As MD of Customer Service Network for the last 20 years it never ceases to amaze me that despite all the research, most organisations continue to see Customer Service and Customer Experience as Cost and not a Profit Centre. A great example of this in recent days is how Ryan Air chose to deal with their customers during the recent problems.
John – Managing Director, CSN
Brits dealing with customer service issues during office hours cost their employers £28 billion* per year in lost productivity, new research reveals today.
The poll, released by The Institute of Customer Service, analysed the impact of UK employees having to take time out of their working days to resolve personal issues with customer service staff in the last year.
Customer service issues related to house purchases are the most time consuming, and therefore most expensive to organisations, costing an average of £2.5 billion a year.

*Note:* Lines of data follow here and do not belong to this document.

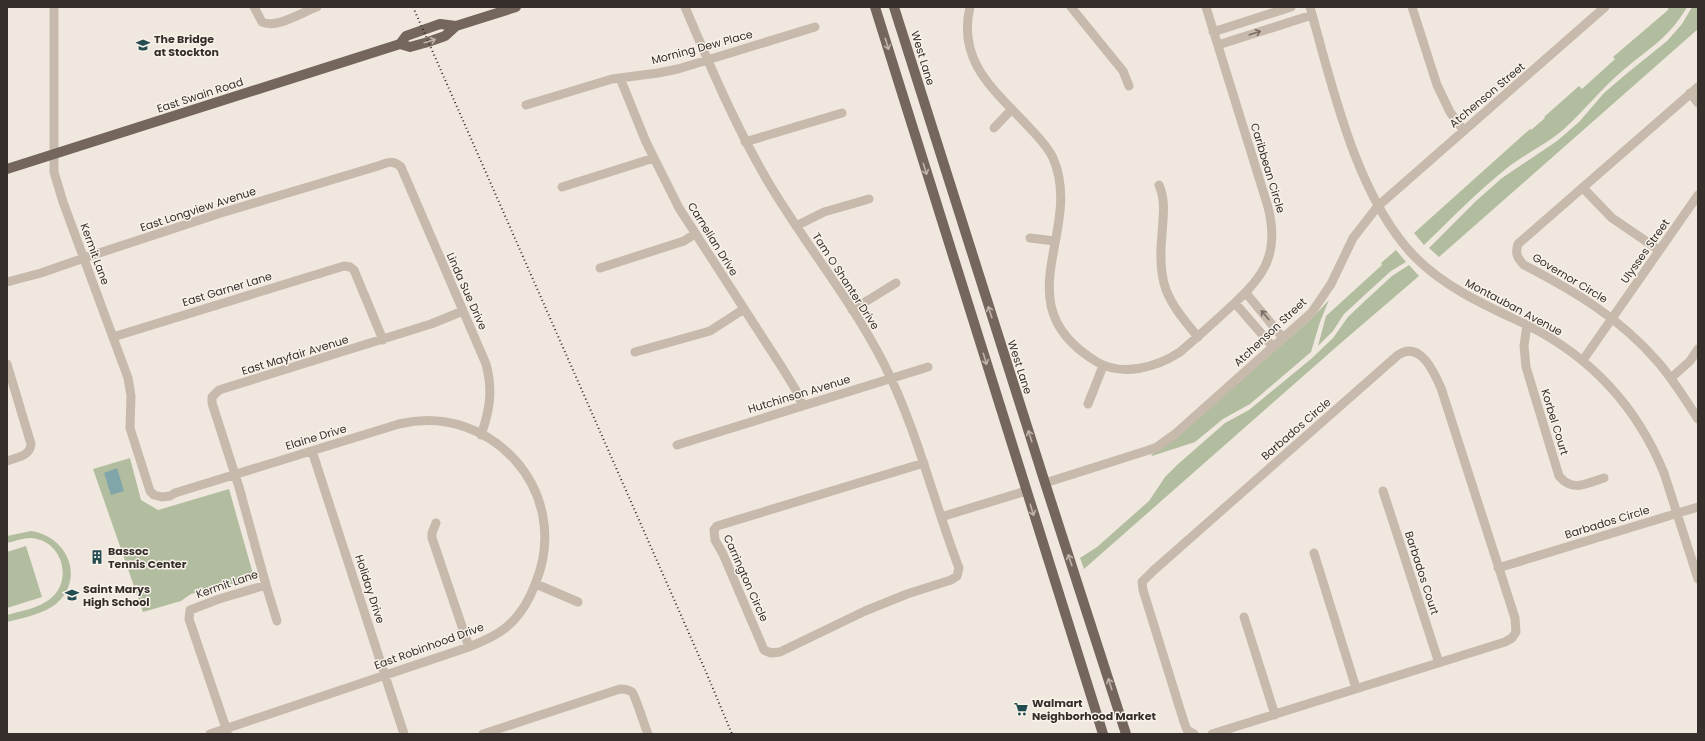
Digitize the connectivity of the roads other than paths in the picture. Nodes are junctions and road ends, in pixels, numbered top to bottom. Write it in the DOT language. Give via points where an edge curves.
graph roads {
  1 [pos="54,7"];
  2 [pos="254,7"];
  3 [pos="317,7"];
  4 [pos="516,7"];
  5 [pos="685,7"];
  6 [pos="875,7"];
  7 [pos="894,7"];
  8 [pos="970,7"];
  9 [pos="1071,7"];
  10 [pos="1206,7"];
  11 [pos="1291,7"];
  12 [pos="1412,7"];
  13 [pos="1605,7"];
  14 [pos="1311,11"];
  15 [pos="815,28"];
  16 [pos="1214,32"];
  17 [pos="1218,45"];
  18 [pos="707,60"];
  19 [pos="620,78"];
  20 [pos="1129,86"];
  21 [pos="1698,87"];
  22 [pos="1690,94"];
  23 [pos="1698,103"];
  24 [pos="526,105"];
  25 [pos="1012,109"];
  26 [pos="842,113"];
  27 [pos="994,128"];
  28 [pos="1464,131"];
  29 [pos="745,142"];
  30 [pos="55,154"];
  31 [pos="654,158"];
  32 [pos="396,163"];
  33 [pos="7,169"];
  34 [pos="1159,185"];
  35 [pos="562,187"];
  36 [pos="1583,188"];
  37 [pos="1698,195"];
  38 [pos="869,198"];
  39 [pos="1378,206"];
  40 [pos="796,226"];
  41 [pos="695,234"];
  42 [pos="1030,238"];
  43 [pos="1055,241"];
  44 [pos="1659,250"];
  45 [pos="84,258"];
  46 [pos="600,268"];
  47 [pos="7,282"];
  48 [pos="896,283"];
  49 [pos="1246,293"];
  50 [pos="1235,303"];
  51 [pos="744,309"];
  52 [pos="852,310"];
  53 [pos="463,311"];
  54 [pos="1613,318"];
  55 [pos="1527,325"];
  56 [pos="112,337"];
  57 [pos="1198,337"];
  58 [pos="1284,338"];
  59 [pos="384,340"];
  60 [pos="1273,347"];
  61 [pos="1698,348"];
  62 [pos="635,352"];
  63 [pos="1582,360"];
  64 [pos="7,364"];
  65 [pos="1103,366"];
  66 [pos="928,368"];
  67 [pos="1671,378"];
  68 [pos="891,380"];
  69 [pos="1088,404"];
  70 [pos="802,405"];
  71 [pos="1698,418"];
  72 [pos="481,435"];
  73 [pos="677,445"];
  74 [pos="312,451"];
  75 [pos="7,460"];
  76 [pos="924,463"];
  77 [pos="235,475"];
  78 [pos="1604,478"];
  79 [pos="1045,484"];
  80 [pos="1026,491"];
  81 [pos="1383,491"];
  82 [pos="159,497"];
  83 [pos="1698,507"];
  84 [pos="1677,513"];
  85 [pos="941,517"];
  86 [pos="436,523"];
  87 [pos="1314,553"];
  88 [pos="1498,568"];
  89 [pos="955,579"];
  90 [pos="1698,579"];
  91 [pos="536,584"];
  92 [pos="266,585"];
  93 [pos="578,602"];
  94 [pos="1244,617"];
  95 [pos="277,621"];
  96 [pos="469,647"];
  97 [pos="1439,662"];
  98 [pos="385,674"];
  99 [pos="1356,688"];
  100 [pos="1275,715"];
  101 [pos="227,731"];
  102 [pos="210,734"];
  103 [pos="404,734"];
  104 [pos="483,734"];
  105 [pos="648,734"];
  106 [pos="1103,734"];
  107 [pos="1126,734"];
  108 [pos="1194,734"];
  109 [pos="1212,734"];
  1 -- 30 [label="street, Kermit Lane"];
  2 -- 3 [label="street" via="262,22 270,25"];
  4 -- 30 [label="main road, East Swain Road" via="456,26 440,24 406,36 400,44"];
  5 -- 18 [label="street, Tam O Shanter Drive"];
  6 -- 80 [label="main road, one-way"];
  79 -- 7 [label="main road, West Lane, one-way"];
  8 -- 25 [label="street, Caribbean Circle" via="967,31 975,64 989,85"];
  9 -- 20 [label="street" via="1123,71"];
  10 -- 16 [label="street, Caribbean Circle"];
  11 -- 16 [label="street"];
  12 -- 28 [label="street" via="1437,85 1450,112"];
  13 -- 28 [label="street, Atchenson Street"];
  17 -- 14 [label="street, one-way"];
  14 -- 39 [label="street, Montauban Avenue" via="1354,153"];
  15 -- 18 [label="street, Morning Dew Place"];
  16 -- 17 [label="street, Caribbean Circle"];
  17 -- 49 [label="street, Caribbean Circle" via="1272,227 1270,250 1264,269"];
  18 -- 19 [label="street, Morning Dew Place" via="658,74"];
  18 -- 29 [label="street, Tam O Shanter Drive"];
  19 -- 24 [label="street, Morning Dew Place"];
  19 -- 31 [label="street, Carnelian Drive"];
  21 -- 22 [label="street, Governor Circle"];
  22 -- 23 [label="street"];
  22 -- 36 [label="street, Governor Circle"];
  25 -- 27 [label="street"];
  25 -- 43 [label="street, Caribbean Circle" via="1043,142 1056,166 1061,196"];
  26 -- 29 [label="street"];
  28 -- 39 [label="street, Atchenson Street"];
  29 -- 40 [label="street, Tam O Shanter Drive"];
  30 -- 33 [label="main road, East Swain Road"];
  30 -- 45 [label="street, Kermit Lane" via="54,172"];
  31 -- 35 [label="street"];
  31 -- 41 [label="street, Carnelian Drive"];
  32 -- 45 [label="street, East Longview Avenue" via="389,162 221,213"];
  32 -- 53 [label="street, Linda Sue Drive" via="401,167"];
  34 -- 57 [label="street" via="1164,196 1160,251 1162,280 1173,305"];
  36 -- 44 [label="street" via="1612,218"];
  36 -- 54 [label="street, Governor Circle" via="1518,244 1516,251 1518,259 1524,265 1582,296"];
  37 -- 44 [label="street, Ulysses Street"];
  38 -- 40 [label="street" via="824,212"];
  39 -- 55 [label="street, Montauban Avenue" via="1403,244 1431,271 1469,297"];
  39 -- 58 [label="street, Atchenson Street" via="1353,238 1324,296 1312,312"];
  40 -- 52 [label="street, Tam O Shanter Drive"];
  41 -- 46 [label="street" via="684,241"];
  41 -- 51 [label="street, Carnelian Drive"];
  42 -- 43 [label="street"];
  43 -- 65 [label="street, Caribbean Circle" via="1049,281 1050,302 1055,317 1073,344"];
  44 -- 54 [label="street, Ulysses Street"];
  45 -- 47 [label="street, East Longview Avenue"];
  45 -- 56 [label="street, Kermit Lane"];
  48 -- 52 [label="street"];
  49 -- 50 [label="street, Caribbean Circle"];
  58 -- 49 [label="street, one-way"];
  50 -- 57 [label="street, Caribbean Circle"];
  50 -- 60 [label="street"];
  51 -- 62 [label="street" via="710,330"];
  51 -- 70 [label="street, Carnelian Drive" via="784,369"];
  52 -- 68 [label="street, Tam O Shanter Drive"];
  53 -- 59 [label="street, East Mayfair Avenue"];
  53 -- 72 [label="street, Linda Sue Drive" via="486,364 490,382 490,408"];
  54 -- 63 [label="street, Ulysses Street"];
  54 -- 67 [label="street, Governor Circle" via="1643,345"];
  55 -- 63 [label="street, Montauban Avenue"];
  55 -- 78 [label="street, Korbel Court" via="1524,346 1526,367 1559,476 1572,486"];
  56 -- 59 [label="street, East Garner Lane" via="348,266 354,270"];
  56 -- 82 [label="street, Kermit Lane" via="130,387 131,435 150,491"];
  57 -- 65 [label="street, Caribbean Circle" via="1168,360 1154,366 1126,369"];
  58 -- 60 [label="street, Atchenson Street"];
  59 -- 77 [label="street, East Mayfair Avenue" via="214,393 212,403"];
  60 -- 79 [label="street, Atchenson Street" via="1157,447"];
  61 -- 67 [label="street" via="1690,361"];
  63 -- 84 [label="street, Montauban Avenue" via="1614,390 1639,423 1658,457"];
  64 -- 75 [label="street" via="31,444 25,455"];
  65 -- 69 [label="street"];
  66 -- 68 [label="street, Hutchinson Avenue"];
  67 -- 71 [label="street, Governor Circle"];
  68 -- 70 [label="street, Hutchinson Avenue"];
  68 -- 76 [label="street, Tam O Shanter Drive"];
  70 -- 73 [label="street, Hutchinson Avenue"];
  72 -- 74 [label="street, Elaine Drive" via="455,424 421,420 399,424"];
  72 -- 91 [label="street, East Robinhood Drive" via="495,442 512,456 537,494 545,540 541,570"];
  74 -- 77 [label="street, Elaine Drive"];
  74 -- 98 [label="street, Holiday Drive"];
  76 -- 85 [label="street, Tam O Shanter Drive"];
  76 -- 89 [label="street, Carrington Circle" via="719,525 713,535 762,647 771,653 780,652 906,594"];
  77 -- 82 [label="street, Elaine Drive" via="170,496"];
  77 -- 92 [label="street, Kermit Lane"];
  107 -- 79 [label="main road, West Lane, one-way"];
  80 -- 85 [label="street"];
  80 -- 106 [label="main road, one-way"];
  81 -- 97 [label="street, Barbados Court"];
  83 -- 84 [label="street, Barbados Circle"];
  84 -- 88 [label="street, Barbados Circle"];
  84 -- 90 [label="street, Montauban Avenue"];
  85 -- 89 [label="street, Tam O Shanter Drive" via="959,568"];
  86 -- 96 [label="street" via="432,538"];
  87 -- 99 [label="street"];
  88 -- 97 [label="street, Barbados Circle" via="1515,618 1516,632 1505,642"];
  88 -- 108 [label="street, Barbados Circle" via="1437,377 1418,353 1411,350 1403,352 1142,582 1184,722 1188,730"];
  91 -- 93 [label="street"];
  91 -- 96 [label="street, East Robinhood Drive" via="523,610 511,623 503,630"];
  92 -- 95 [label="street"];
  92 -- 101 [label="street, Kermit Lane" via="190,610 189,619"];
  94 -- 100 [label="street"];
  96 -- 98 [label="street, East Robinhood Drive"];
  97 -- 99 [label="street, Barbados Circle"];
  98 -- 101 [label="street, East Robinhood Drive"];
  98 -- 103 [label="street, Holiday Drive"];
  99 -- 100 [label="street, Barbados Circle"];
  100 -- 109 [label="street, Barbados Circle"];
  101 -- 102 [label="street, East Robinhood Drive"];
  104 -- 105 [label="street" via="620,688 629,690 635,696"];
}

This is followed by resolving tax queries (£2.4 billion) and problems with transport providers (£2.3 billion). The average cost per employee is £1,194 per year.
In terms of instances of poor customer service, Brits are most likely to have to take time out of their day to deal with issues with their utilities provider, with over half (54%) having to make contact to resolve a problem over the past three months. The next biggest culprits are deliveries (44%), house maintenance and repairs (42%) and car problems (42%).
The findings also suggest the impact on the UK economy stretches beyond this £28 billion figure, with employees admitting that the quality of their work has suffered because of poor customer service experiences. Over half (53%) of consumers state frustrations with customer service staff can impact their ability to focus at work even after the conversation is over.